_Records for this task_
#####
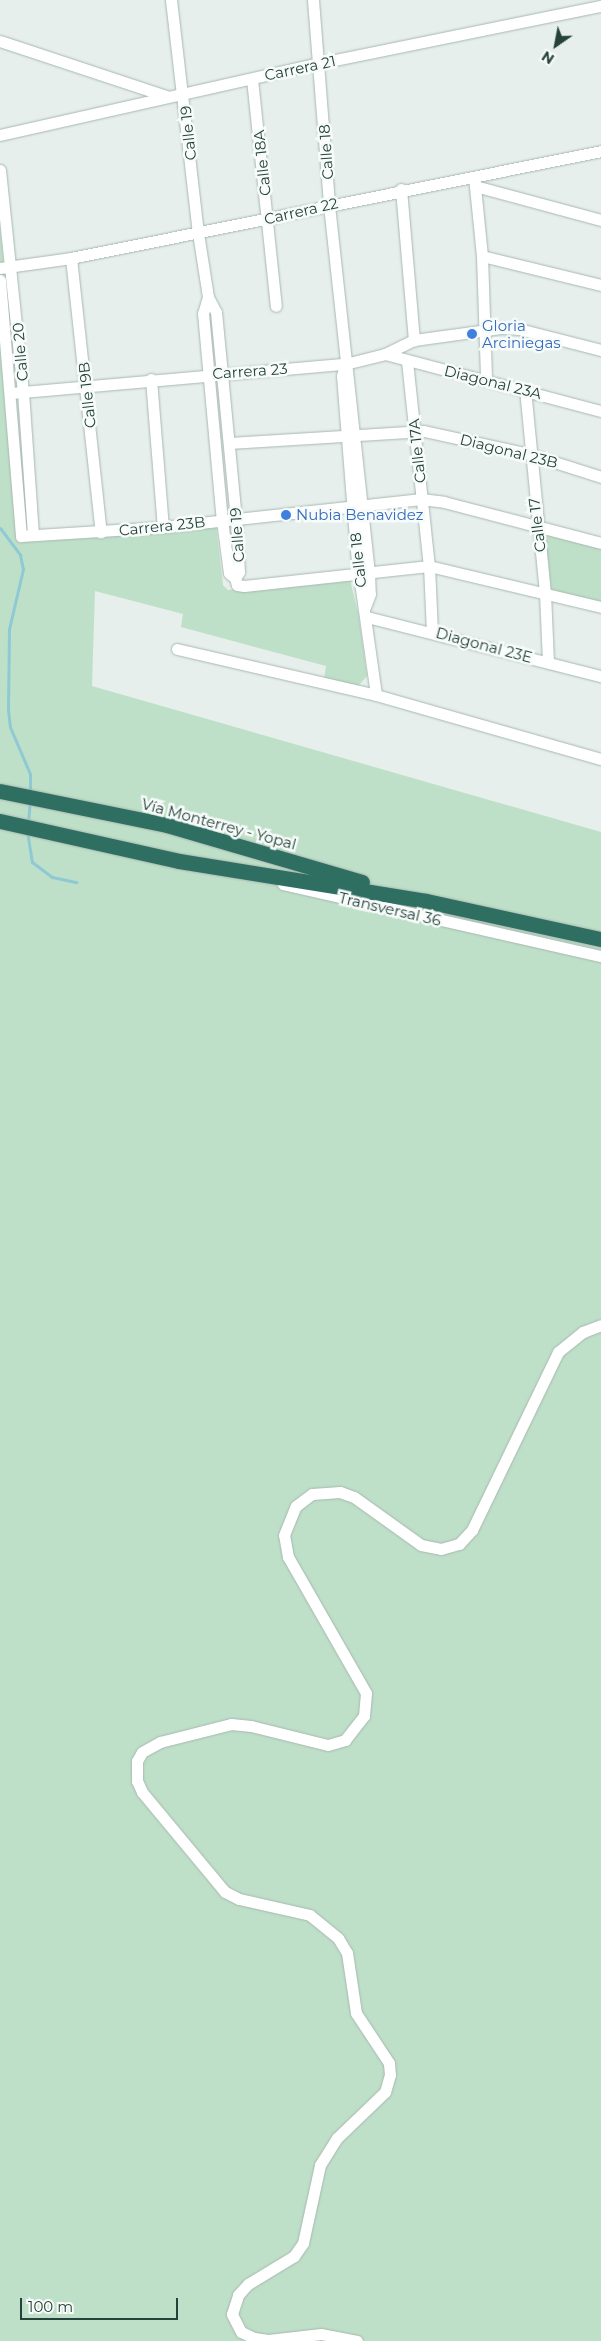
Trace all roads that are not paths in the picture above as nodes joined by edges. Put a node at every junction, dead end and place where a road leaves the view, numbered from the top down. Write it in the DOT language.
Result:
#####
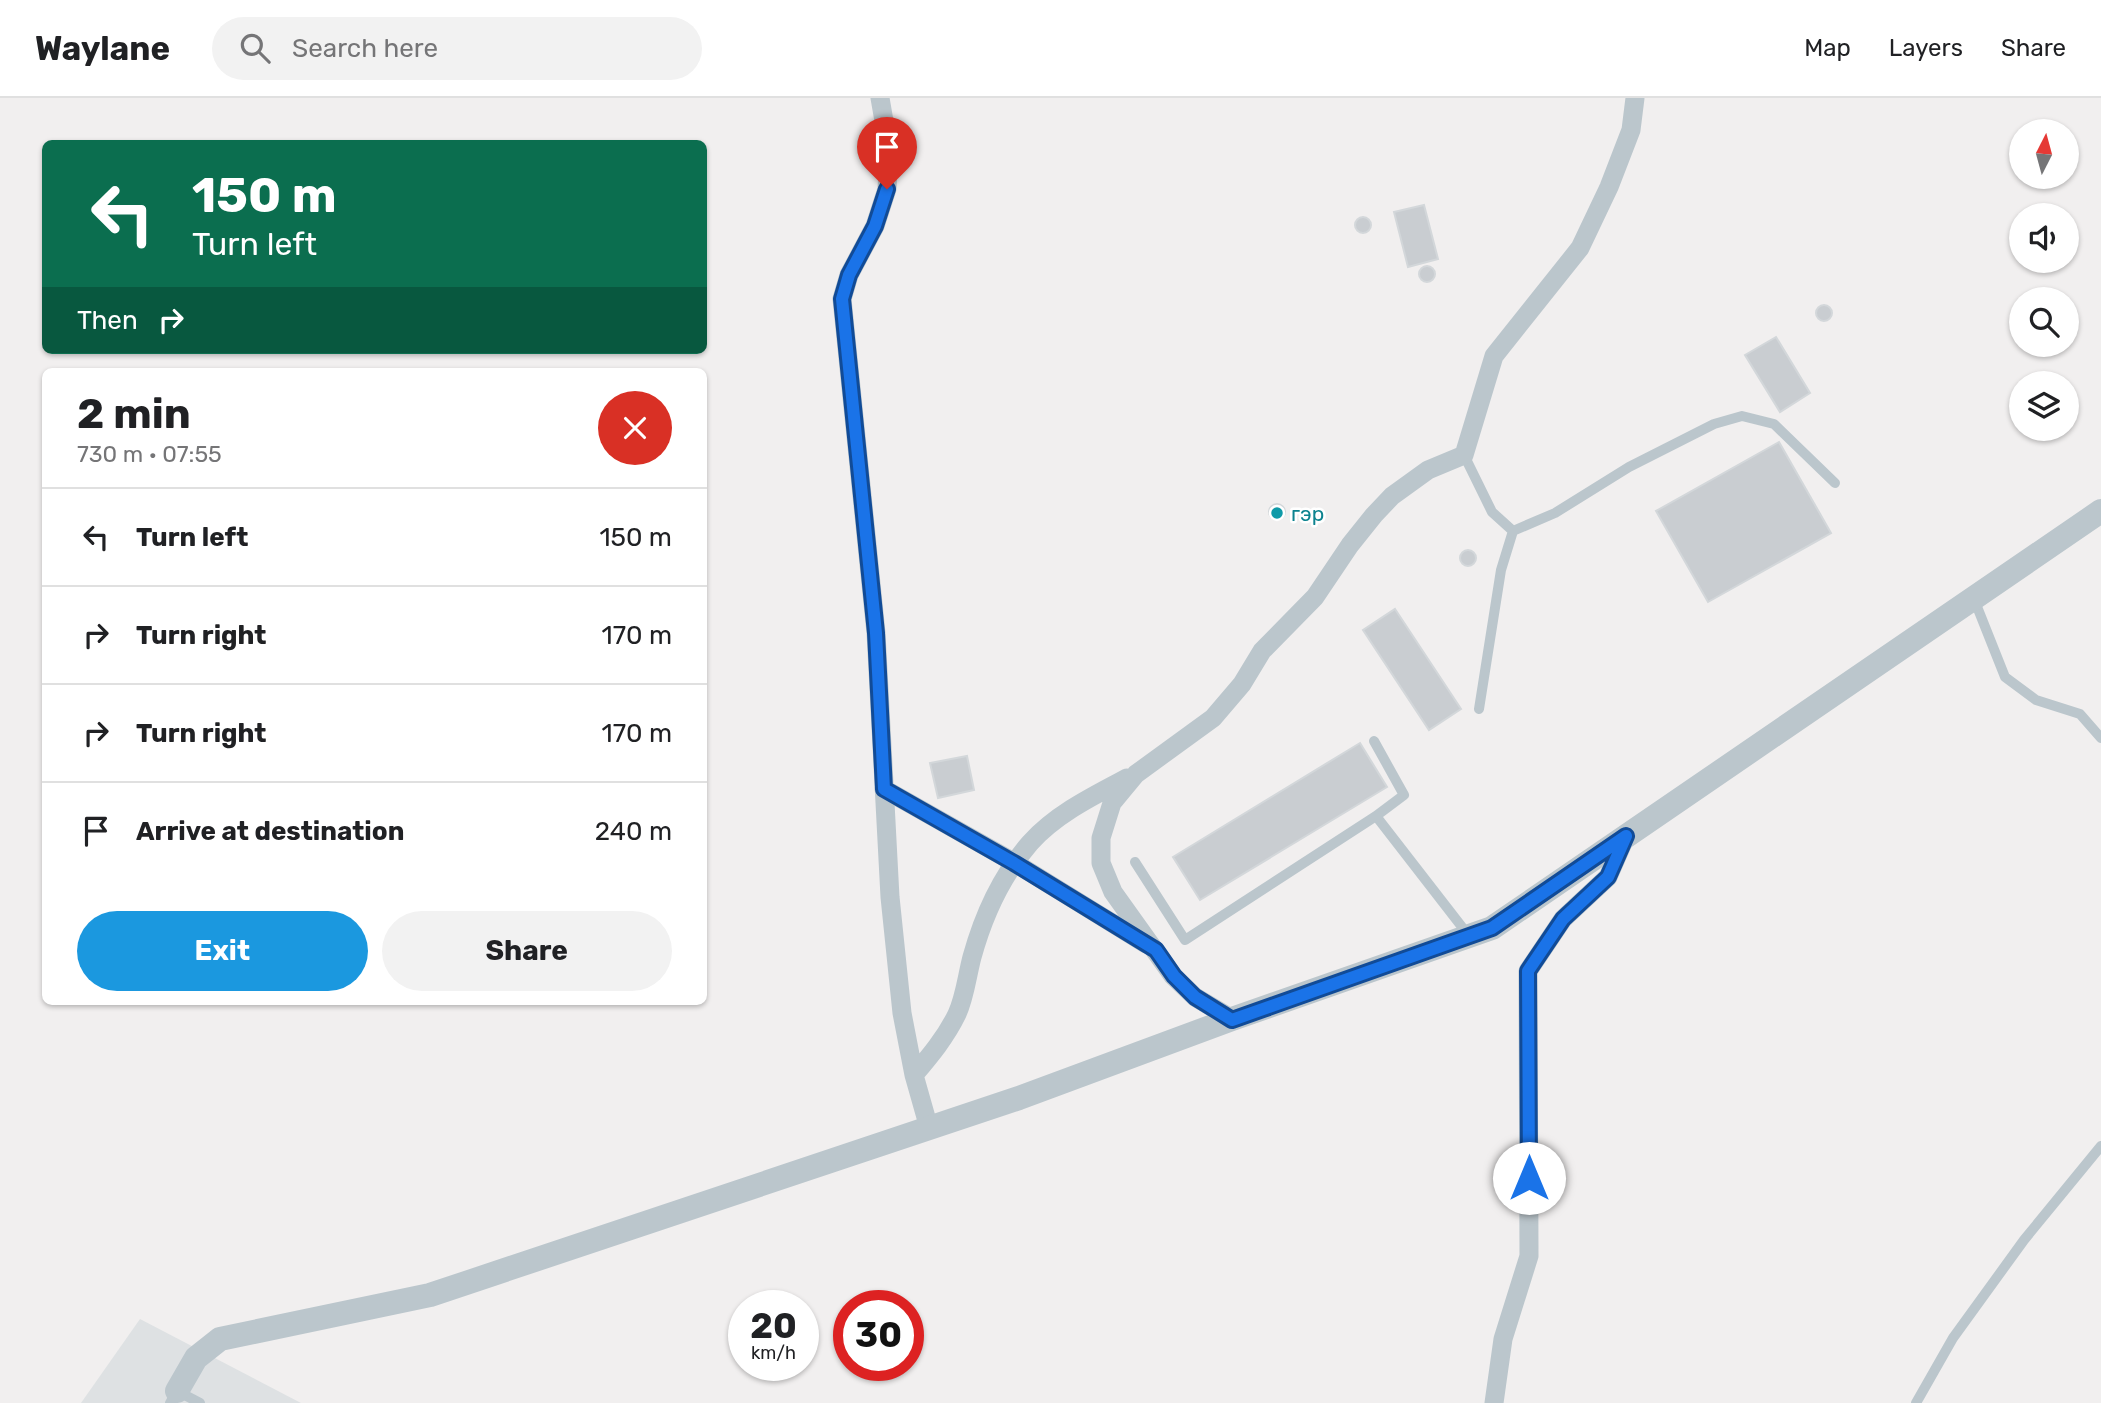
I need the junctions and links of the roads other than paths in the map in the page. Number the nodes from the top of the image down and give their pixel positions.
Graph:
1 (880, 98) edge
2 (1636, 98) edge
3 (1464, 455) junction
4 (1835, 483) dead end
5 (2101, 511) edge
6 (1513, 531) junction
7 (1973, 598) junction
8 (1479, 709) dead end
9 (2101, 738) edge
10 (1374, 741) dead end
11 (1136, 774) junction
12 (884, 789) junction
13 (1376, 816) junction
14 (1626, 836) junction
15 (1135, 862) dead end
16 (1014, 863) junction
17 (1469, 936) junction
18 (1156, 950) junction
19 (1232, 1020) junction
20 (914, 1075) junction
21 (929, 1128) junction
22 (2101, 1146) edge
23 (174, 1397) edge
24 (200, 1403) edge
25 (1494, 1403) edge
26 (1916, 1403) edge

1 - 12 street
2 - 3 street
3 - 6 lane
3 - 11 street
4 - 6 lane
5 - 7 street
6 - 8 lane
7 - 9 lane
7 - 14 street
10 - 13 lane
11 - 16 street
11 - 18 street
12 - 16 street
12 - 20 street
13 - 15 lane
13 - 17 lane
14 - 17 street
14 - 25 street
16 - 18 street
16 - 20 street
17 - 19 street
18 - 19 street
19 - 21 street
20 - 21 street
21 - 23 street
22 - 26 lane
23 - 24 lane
#####
_Problem to work on_
Copy every line of the listing containing the string "paths".

_Your response_
Trace all roads that are not paths in the picture above as nodes joined by edges. Put a node at every junction, dead end and place where a road leaves the view, numbered from the top down. Write it in the DOT language.
I need the junctions and links of the roads other than paths in the map in the page. Number the nodes from the top of the image down and give their pixel positions.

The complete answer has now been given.